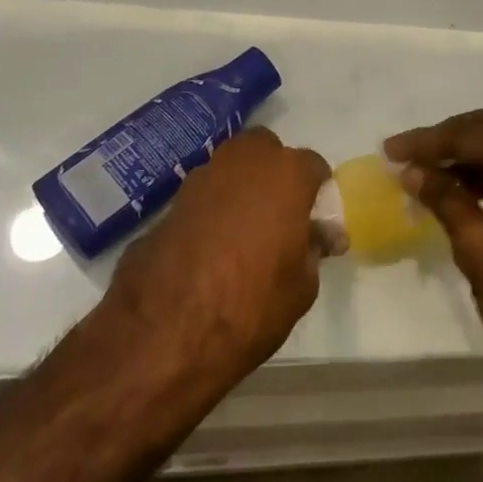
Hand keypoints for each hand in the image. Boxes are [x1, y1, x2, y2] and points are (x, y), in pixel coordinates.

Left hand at [106, 128, 332, 392]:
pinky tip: (211, 246)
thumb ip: (313, 249)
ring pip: (230, 167)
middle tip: (279, 213)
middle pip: (266, 150)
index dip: (318, 192)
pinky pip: (203, 196)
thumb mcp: (301, 287)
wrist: (164, 331)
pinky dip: (211, 209)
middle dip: (275, 172)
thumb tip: (317, 236)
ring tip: (244, 231)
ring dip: (241, 187)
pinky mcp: (170, 202)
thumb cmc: (250, 305)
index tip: (317, 220)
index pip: (313, 166)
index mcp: (285, 175)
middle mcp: (244, 162)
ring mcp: (202, 178)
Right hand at [385, 107, 482, 405]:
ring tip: (436, 174)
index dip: (428, 142)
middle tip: (415, 155)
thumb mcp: (482, 253)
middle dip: (456, 137)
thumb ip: (447, 202)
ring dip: (479, 154)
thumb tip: (414, 173)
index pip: (473, 133)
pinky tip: (474, 192)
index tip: (391, 151)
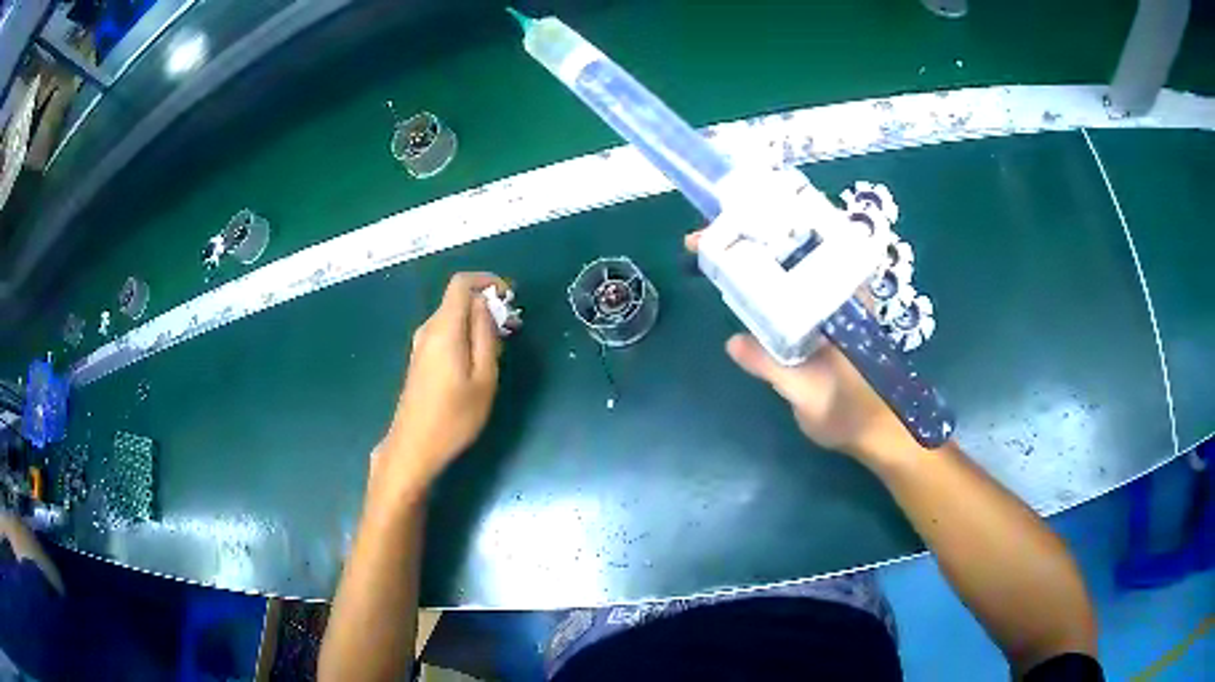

* _Task directions_: Each line above is to be repeated exactly as written; no picture is carried over.

* _Answer_:
Hand keypoints for each hand in the image. Boxes are [x1, y1, x2, y2] and points are (x, y), in pixel coordinates.

Left hand at [106, 128, 332, 392]:
pinky tip: (211, 246)
thumb ip: (313, 249)
ring pip: (230, 167)
middle tip: (279, 213)
middle pip: (266, 150)
index dip: (318, 192)
pinky pip: (203, 196)
thumb mcp: (301, 287)
wrist: (164, 331)
pinky dip: (211, 209)
middle dip: (275, 172)
thumb tip: (317, 236)
ring tip: (244, 231)
ring dip: (241, 187)
pinky mcp: (170, 202)
thumb cmc: (250, 305)
index tip: (317, 220)
index pip: (313, 166)
index mcp: (285, 175)
middle mcp: (244, 162)
ring mcp: (202, 178)
Right hand at [385, 107, 482, 405]:
ring tip: (436, 174)
index dip: (428, 142)
middle tip: (415, 155)
thumb mcp: (482, 253)
middle dip: (456, 137)
thumb ip: (447, 202)
ring dip: (479, 154)
thumb tip: (414, 173)
index pip: (473, 133)
pinky tip: (474, 192)
index tip: (391, 151)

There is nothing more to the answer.